All lines of the records below that contain the word "Jacques" must be listed.

THE DATA Block Start

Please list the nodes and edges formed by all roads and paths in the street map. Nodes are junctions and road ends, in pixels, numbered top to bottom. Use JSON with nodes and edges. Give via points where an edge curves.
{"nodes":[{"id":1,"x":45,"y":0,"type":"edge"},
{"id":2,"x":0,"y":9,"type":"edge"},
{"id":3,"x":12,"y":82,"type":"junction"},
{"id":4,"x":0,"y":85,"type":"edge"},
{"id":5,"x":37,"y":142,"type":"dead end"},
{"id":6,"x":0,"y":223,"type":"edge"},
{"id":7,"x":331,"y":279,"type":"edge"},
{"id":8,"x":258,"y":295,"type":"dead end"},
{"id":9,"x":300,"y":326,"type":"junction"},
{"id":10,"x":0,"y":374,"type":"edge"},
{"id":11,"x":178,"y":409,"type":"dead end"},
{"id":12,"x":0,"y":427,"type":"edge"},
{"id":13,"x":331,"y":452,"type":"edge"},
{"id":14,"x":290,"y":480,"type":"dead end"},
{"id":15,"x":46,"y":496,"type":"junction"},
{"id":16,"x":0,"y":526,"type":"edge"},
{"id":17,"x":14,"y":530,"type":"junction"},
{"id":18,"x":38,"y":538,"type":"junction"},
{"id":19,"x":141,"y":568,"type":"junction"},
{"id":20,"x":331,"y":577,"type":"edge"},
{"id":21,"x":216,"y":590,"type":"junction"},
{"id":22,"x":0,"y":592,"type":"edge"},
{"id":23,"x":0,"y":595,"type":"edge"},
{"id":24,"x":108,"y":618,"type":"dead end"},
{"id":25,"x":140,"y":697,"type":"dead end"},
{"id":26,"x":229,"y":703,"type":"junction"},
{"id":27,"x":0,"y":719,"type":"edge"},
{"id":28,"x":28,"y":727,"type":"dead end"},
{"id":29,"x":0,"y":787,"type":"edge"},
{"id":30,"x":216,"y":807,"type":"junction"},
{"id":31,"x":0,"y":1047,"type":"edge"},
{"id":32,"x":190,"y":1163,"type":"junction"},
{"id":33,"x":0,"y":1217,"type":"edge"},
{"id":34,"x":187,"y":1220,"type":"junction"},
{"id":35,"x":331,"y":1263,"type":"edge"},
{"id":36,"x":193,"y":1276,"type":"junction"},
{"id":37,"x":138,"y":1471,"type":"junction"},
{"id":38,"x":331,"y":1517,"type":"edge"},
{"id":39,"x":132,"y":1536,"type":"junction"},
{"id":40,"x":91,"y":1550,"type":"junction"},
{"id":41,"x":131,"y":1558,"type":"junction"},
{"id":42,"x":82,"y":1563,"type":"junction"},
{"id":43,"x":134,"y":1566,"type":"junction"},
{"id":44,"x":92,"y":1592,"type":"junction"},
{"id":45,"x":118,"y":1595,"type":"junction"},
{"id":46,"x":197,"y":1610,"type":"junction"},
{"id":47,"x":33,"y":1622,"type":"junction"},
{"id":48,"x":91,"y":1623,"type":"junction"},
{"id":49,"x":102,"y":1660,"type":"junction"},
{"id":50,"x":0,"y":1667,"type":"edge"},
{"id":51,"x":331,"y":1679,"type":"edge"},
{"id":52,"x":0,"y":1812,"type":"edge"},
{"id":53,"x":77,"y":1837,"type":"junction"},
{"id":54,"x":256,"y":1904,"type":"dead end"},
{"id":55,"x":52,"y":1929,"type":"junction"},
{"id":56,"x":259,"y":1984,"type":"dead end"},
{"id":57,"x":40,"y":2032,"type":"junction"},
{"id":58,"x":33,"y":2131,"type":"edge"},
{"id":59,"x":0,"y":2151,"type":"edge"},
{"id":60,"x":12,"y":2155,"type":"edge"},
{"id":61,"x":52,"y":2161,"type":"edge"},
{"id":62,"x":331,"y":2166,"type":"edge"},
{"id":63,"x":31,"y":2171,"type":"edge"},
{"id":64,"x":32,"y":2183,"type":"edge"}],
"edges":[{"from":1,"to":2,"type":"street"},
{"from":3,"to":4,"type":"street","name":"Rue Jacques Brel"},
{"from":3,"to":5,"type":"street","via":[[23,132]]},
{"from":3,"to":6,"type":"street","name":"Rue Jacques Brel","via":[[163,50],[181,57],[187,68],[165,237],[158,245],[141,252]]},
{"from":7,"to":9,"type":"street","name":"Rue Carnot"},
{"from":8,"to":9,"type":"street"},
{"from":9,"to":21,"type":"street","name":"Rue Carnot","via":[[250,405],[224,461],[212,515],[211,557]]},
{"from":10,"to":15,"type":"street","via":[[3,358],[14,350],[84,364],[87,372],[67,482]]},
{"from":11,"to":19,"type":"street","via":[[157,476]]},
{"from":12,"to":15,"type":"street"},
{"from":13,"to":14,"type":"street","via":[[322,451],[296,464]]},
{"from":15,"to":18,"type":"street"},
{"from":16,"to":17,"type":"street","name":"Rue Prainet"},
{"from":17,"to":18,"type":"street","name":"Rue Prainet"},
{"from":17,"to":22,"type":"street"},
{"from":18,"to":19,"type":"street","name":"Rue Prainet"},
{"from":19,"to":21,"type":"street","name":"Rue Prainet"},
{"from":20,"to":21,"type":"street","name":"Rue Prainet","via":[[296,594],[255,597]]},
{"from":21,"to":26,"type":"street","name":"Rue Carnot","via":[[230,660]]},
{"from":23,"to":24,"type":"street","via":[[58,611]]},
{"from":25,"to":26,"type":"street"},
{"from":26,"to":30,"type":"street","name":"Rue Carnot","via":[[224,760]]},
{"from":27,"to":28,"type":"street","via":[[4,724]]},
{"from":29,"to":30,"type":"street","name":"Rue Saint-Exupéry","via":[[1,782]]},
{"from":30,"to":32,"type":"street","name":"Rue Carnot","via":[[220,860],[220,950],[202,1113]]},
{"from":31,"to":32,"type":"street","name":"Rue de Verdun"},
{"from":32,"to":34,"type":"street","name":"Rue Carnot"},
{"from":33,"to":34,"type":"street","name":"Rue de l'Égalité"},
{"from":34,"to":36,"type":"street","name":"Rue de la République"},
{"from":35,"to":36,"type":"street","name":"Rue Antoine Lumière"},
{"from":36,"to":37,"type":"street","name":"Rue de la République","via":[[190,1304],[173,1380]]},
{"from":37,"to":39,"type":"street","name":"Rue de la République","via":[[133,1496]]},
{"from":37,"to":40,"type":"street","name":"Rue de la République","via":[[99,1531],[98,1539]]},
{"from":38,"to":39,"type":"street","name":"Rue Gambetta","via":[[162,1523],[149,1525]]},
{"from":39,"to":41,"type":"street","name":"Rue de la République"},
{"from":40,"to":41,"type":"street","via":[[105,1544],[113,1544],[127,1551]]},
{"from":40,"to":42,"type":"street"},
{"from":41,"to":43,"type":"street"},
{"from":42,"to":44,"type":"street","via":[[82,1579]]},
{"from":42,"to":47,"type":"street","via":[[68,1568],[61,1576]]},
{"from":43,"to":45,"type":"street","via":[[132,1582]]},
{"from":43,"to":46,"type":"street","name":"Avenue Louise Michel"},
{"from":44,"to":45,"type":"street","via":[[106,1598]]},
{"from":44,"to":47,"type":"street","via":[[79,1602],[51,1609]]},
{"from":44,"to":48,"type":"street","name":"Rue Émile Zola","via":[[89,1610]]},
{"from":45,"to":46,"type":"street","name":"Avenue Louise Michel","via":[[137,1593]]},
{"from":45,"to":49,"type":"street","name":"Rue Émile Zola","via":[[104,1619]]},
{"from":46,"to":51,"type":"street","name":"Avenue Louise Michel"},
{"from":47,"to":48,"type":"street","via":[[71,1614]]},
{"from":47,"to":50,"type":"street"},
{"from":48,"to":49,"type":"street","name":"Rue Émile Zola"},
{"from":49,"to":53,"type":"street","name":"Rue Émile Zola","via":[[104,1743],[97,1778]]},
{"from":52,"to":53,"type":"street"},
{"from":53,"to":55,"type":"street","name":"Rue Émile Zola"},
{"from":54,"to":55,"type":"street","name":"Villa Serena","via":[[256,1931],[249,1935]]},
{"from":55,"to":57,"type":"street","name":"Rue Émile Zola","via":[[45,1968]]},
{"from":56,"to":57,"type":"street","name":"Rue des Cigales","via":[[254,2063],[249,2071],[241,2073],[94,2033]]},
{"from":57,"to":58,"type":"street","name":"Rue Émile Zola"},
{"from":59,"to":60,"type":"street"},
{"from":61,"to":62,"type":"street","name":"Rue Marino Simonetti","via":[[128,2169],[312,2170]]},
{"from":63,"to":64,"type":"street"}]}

THE DATA Block End

* RESPONSE BELOW
{"from":3,"to":4,"type":"street","name":"Rue Jacques Brel"},
{"from":3,"to":6,"type":"street","name":"Rue Jacques Brel","via":[[163,50],[181,57],[187,68],[165,237],[158,245],[141,252]]},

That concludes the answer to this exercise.